══ Record extracts

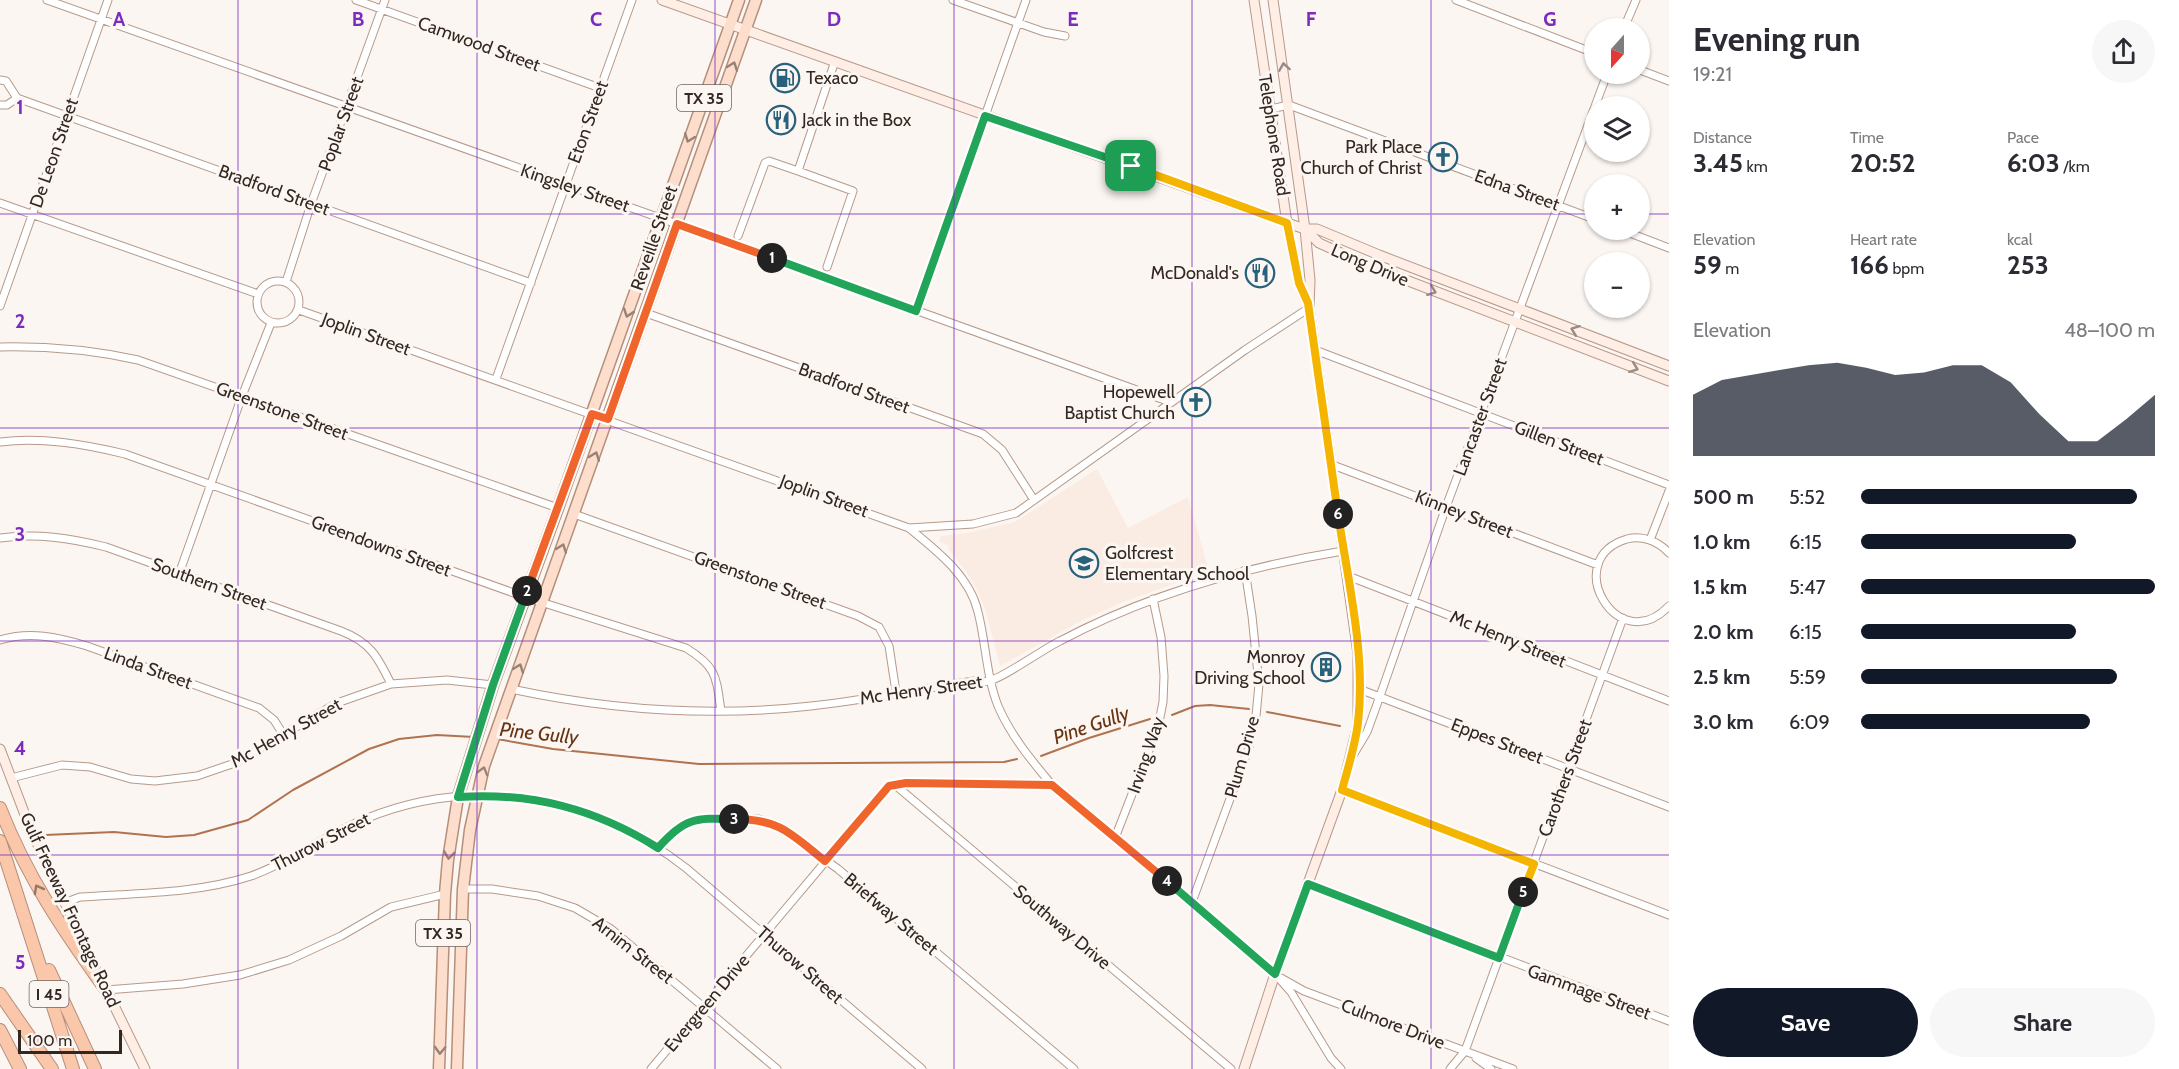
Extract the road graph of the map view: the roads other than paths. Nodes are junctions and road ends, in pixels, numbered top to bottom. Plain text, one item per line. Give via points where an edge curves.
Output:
1 (46, 0) edge
2 (108, 0) edge
3 (356, 0) edge
4 (385, 0) edge
5 (632, 0) edge
6 (662, 0) edge
7 (739, 0) edge
8 (756, 0) edge
9 (953, 0) edge
10 (1026, 0) edge
11 (1254, 0) edge
12 (1273, 0) edge
13 (1456, 0) edge
14 (1636, 0) edge
15 (382, 9) junction
16 (1628, 18) edge
17 (101, 19) junction
18 (1017, 22) junction
19 (1277, 23) junction
20 (731, 24) junction
21 (1258, 26) junction
22 (746, 29) junction
23 (1065, 36) dead end
24 (1584, 49) edge
25 (835, 61) junction
26 (1650, 74) edge
27 (0, 80) edge
28 (1669, 81) edge
29 (1603, 84) edge
30 (600, 88) junction
31 (17, 98) junction
32 (0, 105) edge
33 (1289, 105) junction
34 (347, 106) junction
35 (1270, 110) junction
36 (67, 116) junction
37 (985, 116) junction
38 (798, 171) junction
39 (566, 184) junction
40 (0, 202) edge
41 (311, 204) junction
42 (1558, 205) junction
43 (33, 215) junction
44 (1584, 215) edge
45 (660, 218) junction
46 (1287, 223) junction
47 (677, 224) junction
48 (1305, 229) junction
49 (738, 236) dead end
50 (1648, 240) edge
51 (1669, 248) edge
52 (826, 267) dead end
53 (1416, 269) junction
54 (286, 282) junction
55 (1410, 282) junction
56 (531, 283) junction
57 (258, 294) junction
58 (1308, 305) junction
59 (0, 306) edge
60 (1519, 309) junction
61 (299, 310) junction
62 (916, 311) junction
63 (646, 313) junction
64 (1515, 322) junction
65 (271, 323) junction
66 (1615, 345) junction
67 (0, 347) edge
68 (1315, 350) junction
69 (1610, 358) junction
70 (1669, 366) edge
71 (496, 380) junction
72 (1669, 381) edge
73 (242, 396) junction
74 (1170, 402) junction
75 (1482, 413) junction
76 (592, 414) junction
77 (608, 419) junction
78 (0, 442) edge
79 (1330, 464) junction
80 (211, 485) junction
81 (1669, 485) edge
82 (1669, 491) edge
83 (1034, 500) junction
84 (1446, 507) junction
85 (558, 508) junction
86 (574, 514) junction
87 (909, 528) junction
88 (0, 538) edge
89 (1650, 540) junction
90 (1343, 551) junction
91 (1669, 553) edge
92 (1598, 565) junction
93 (1245, 570) junction
94 (179, 574) junction
95 (1348, 576) junction
96 (525, 597) junction
97 (1153, 598) junction
98 (1412, 601) junction
99 (543, 603) junction
100 (1669, 606) edge
101 (1623, 618) junction
102 (0, 640) edge
103 (1602, 676) junction
104 (990, 682) junction
105 (392, 684) junction
106 (493, 685) junction
107 (511, 689) junction
108 (1359, 689) junction
109 (896, 693) junction
110 (1380, 696) junction
111 (1669, 701) edge
112 (721, 711) junction
113 (283, 734) junction
114 (0, 749) edge
115 (1350, 760) junction
116 (1569, 768) junction
117 (11, 778) junction
118 (894, 784) junction
119 (1052, 785) junction
120 (1342, 790) junction
121 (477, 796) junction
122 (458, 797) junction
123 (1669, 807) edge
124 (0, 808) edge
125 (1115, 838) junction
126 (0, 841) edge
127 (658, 848) junction
128 (825, 861) junction
129 (1534, 864) junction
130 (1308, 884) junction
131 (463, 889) junction
132 (445, 894) junction
133 (1192, 902) junction
134 (64, 903) junction
135 (1669, 915) edge
136 (26, 920) junction
137 (764, 934) junction
138 (1499, 958) junction
139 (1275, 974) junction
140 (460, 984) junction
141 (442, 988) junction
142 (106, 990) junction
143 (0, 994) edge
144 (704, 1006) junction
145 (1669, 1021) edge
146 (0, 1030) edge
147 (1465, 1051) junction
148 (20, 1069) edge
149 (52, 1069) edge
150 (73, 1069) edge
151 (95, 1069) edge
152 (145, 1069) edge
153 (439, 1069) edge
154 (456, 1069) edge
155 (651, 1069) edge
156 (777, 1069) edge
157 (922, 1069) edge
158 (1074, 1069) edge
159 (1231, 1069) edge
160 (1244, 1069) edge
161 (1341, 1069) edge
162 (1450, 1069) edge
163 (1491, 1069) edge
164 (1513, 1069) edge

1 - 17 street, Kingsley Street
2 - 17 street, De Leon Street
3 - 15 street, Camwood Street
4 - 15 street, Poplar Street
5 - 30 street, Eton Street
6 - 20 main road
7 - 20 main road, Reveille Street / TX 35
8 - 22 main road, Reveille Street / TX 35
9 - 18 street
10 - 18 street
11 - 21 main road, Telephone Road
12 - 19 main road, Telephone Road
13 - 24 street
14 - 16 street
15 - 30 street, Camwood Street
15 - 34 street, Poplar Street
17 - 34 street, Kingsley Street
17 - 36 street, De Leon Street
18 - 23 street
18 - 37 street
19 - 21 main road
33 -> 19 main road, Telephone Road
20 - 22 main road
20 -> 45 main road, Reveille Street / TX 35
21 - 35 main road, Telephone Road
22 - 25 main road
47 -> 22 main road, Reveille Street / TX 35
25 - 37 main road
25 - 38 street
26 - 28 street
27 - 31 street via 6,81
29 - 42 street, Lancaster Street
30 - 39 street, Eton Street
31 - 32 street
31 - 36 street, Bradford Street
33 - 35 street
33 - 42 street, Edna Street
33 - 48 main road, Telephone Road
34 - 39 street, Kingsley Street
34 - 41 street, Poplar Street
35 - 46 main road, Telephone Road
36 - 41 street, Bradford Street
36 - 43 street, De Leon Street
37 - 46 main road
37 - 62 street
38 - 49 street via 765,163
38 - 52 street via 853,191
39 - 45 street, Kingsley Street
39 - 56 street, Eton Street
40 - 43 street
41 - 54 street, Poplar Street
41 - 56 street, Bradford Street
42 - 44 street, Edna Street
42 - 60 street, Lancaster Street
43 - 57 street
43 - 59 street, De Leon Street
45 - 47 street, Kingsley Street
45 -> 76 main road, Reveille Street / TX 35
46 - 48 main road
46 - 58 main road, Telephone Road via 1299,283
47 - 62 street, Kingsley Street
47 - 63 main road, Reveille Street / TX 35
48 - 53 main road, Long Drive via 1317,229
48 - 55 main road, Long Drive via 1319,243
48 - 58 main road, Telephone Road
50 - 51 street
53 - 55 main road
53 - 60 main road, Long Drive
54 - 57 street via 264,285
54 - 61 street via 296,289
55 -> 64 main road, Long Drive
56 - 71 street, Eton Street
57 - 65 street via 261,316
58 - 68 main road, Telephone Road
58 - 74 street, Joplin Street
60 - 64 street, Lancaster Street
66 -> 60 main road, Long Drive
61 - 65 street via 292,320
61 - 71 street, Joplin Street
62 - 74 street, Kingsley Street
63 - 77 main road, Reveille Street / TX 35
63 - 83 street, Bradford Street via 983,434 1002,450
64 - 69 main road, Long Drive
64 - 75 street, Lancaster Street
65 - 73 street
66 - 69 main road
66 - 70 main road, Long Drive
67 - 73 street, Greenstone Street via 41,346 106,353 168,369
68 - 75 street, Gillen Street
68 - 79 main road, Telephone Road
69 -> 72 main road, Long Drive
71 - 76 street, Joplin Street
73 - 80 street
73 - 85 street, Greenstone Street
74 - 83 street, Joplin Street
75 - 81 street, Gillen Street
75 - 84 street, Lancaster Street
76 - 77 street, Joplin Street
76 - 85 main road, Reveille Street / TX 35
86 -> 77 main road, Reveille Street / TX 35
77 - 87 street, Joplin Street
78 - 80 street, Greendowns Street via 95,447
79 - 84 street, Kinney Street
79 - 90 main road, Telephone Road
80 - 94 street
80 - 96 street, Greendowns Street
82 - 89 street
83 - 87 street, Joplin Street via 1016,513 974,524
84 - 92 street, Kinney Street
84 - 98 street, Lancaster Street
85 - 96 main road, Reveille Street / TX 35
99 -> 86 main road, Reveille Street / TX 35
86 - 109 street, Greenstone Street via 879,627 889,646
87 - 104 street via 943,556 965,584 978,609
88 - 94 street, Southern Street via 66,537
89 - 91 street
89 - 92 street via 1631,538 1619,542
90 - 93 street, Mc Henry Street
90 - 95 main road, Telephone Road
92 - 101 street via 1596,584 1600,597 1607,608
93 - 97 street, Mc Henry Street
93 - 133 street, Plum Drive via 1259,684 1256,717 1248,750
94 - 105 street, Southern Street via 356,637 379,659
95 - 98 street, Mc Henry Street
95 - 108 main road, Telephone Road
96 - 99 street, Greendowns Street
96 - 106 main road, Reveille Street / TX 35
97 - 104 street, Mc Henry Street via 1057,642
97 - 125 street, Irving Way via 1161,637 1163,702 1158,727
98 - 103 street, Mc Henry Street
98 - 110 street, Lancaster Street
107 -> 99 main road, Reveille Street / TX 35
99 - 112 street, Greendowns Street via 686,648 705,660 716,677
100 - 101 street via 1648,620
101 - 103 street, Carothers Street
102 - 113 street, Linda Street via 27,634 87,646 259,708
103 - 111 street, Mc Henry Street
103 - 116 street, Carothers Street
104 - 109 street, Mc Henry Street
104 - 119 street via 1010,731
105 - 106 street, Mc Henry Street via 447,680
105 - 113 street, Mc Henry Street via 337,703
106 - 122 main road, Reveille Street / TX 35
107 - 112 street, Mc Henry Street via 624,707
121 -> 107 main road, Reveille Street / TX 35
108 - 110 street, Eppes Street
108 - 115 main road, Telephone Road via 1358,723
109 - 112 street, Mc Henry Street via 811,706
110 - 115 street, Lancaster Street via 1367,732
110 - 116 street, Eppes Street
113 - 117 street, Mc Henry Street via 235,763 197,776 155,781 131,779 68,765
114 - 117 main road, Gulf Freeway Frontage Road
115 - 120 main road, Telephone Road
116 - 123 street, Eppes Street
116 - 129 street, Carothers Street
117 - 134 main road, Gulf Freeway Frontage Road
118 - 119 street
118 - 128 street, Evergreen Drive via 884,789
118 - 159 street, Southway Drive
119 - 125 street
120 - 129 street
120 - 130 main road, Telephone Road
121 - 122 street, Thurow Street
121 - 127 street, Thurow Street via 521,798 579,810 616,824
121 - 131 main road, Reveille Street / TX 35
122 -> 132 main road, Reveille Street / TX 35
122 - 134 street, Thurow Street via 384,811 341,829 270,869 238,880 192,889 80,897
142 -> 124 highway via 40,894
125 - 133 street
126 - 136 highway, I 45
127 - 128 street, Briefway Street via 676,829 694,820 758,819 784,829
127 - 137 street, Thurow Street
128 - 137 street, Evergreen Drive
128 - 158 street, Briefway Street
129 - 135 street
129 - 138 street, Carothers Street
130 - 138 street, Gammage Street
130 - 139 main road, Telephone Road
131 - 140 main road, Reveille Street / TX 35
131 - 144 street, Arnim Street via 538,896 574,908 611,929
132 - 141 main road, Reveille Street / TX 35
132 - 142 street via 392,907 290,960 240,975
133 - 139 street
134 - 142 main road, Gulf Freeway Frontage Road
136 - 150 highway, I 45
136 - 151 highway
137 - 144 street, Evergreen Drive
137 - 157 street, Thurow Street
138 - 145 street, Gammage Street
138 - 147 street, Carothers Street
139 - 147 street, Culmore Drive via 1304,990
139 - 160 main road, Telephone Road
139 - 161 street
140 - 141 main road
140 - 154 main road, Reveille Street / TX 35
141 -> 153 main road, Reveille Street / TX 35
142 - 152 main road, Gulf Freeway Frontage Road
143 - 149 highway, I 45
144 - 155 street, Evergreen Drive
144 - 156 street, Arnim Street
146 - 148 highway
147 - 162 street, Carothers Street
147 - 163 street
147 - 164 street, Culmore Drive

════

* Assignment:
Check each line above for "Greenstone" and return the ones that have it.

* Written solution:
67 - 73 street, Greenstone Street via 41,346 106,353 168,369
73 - 85 street, Greenstone Street
86 - 109 street, Greenstone Street via 879,627 889,646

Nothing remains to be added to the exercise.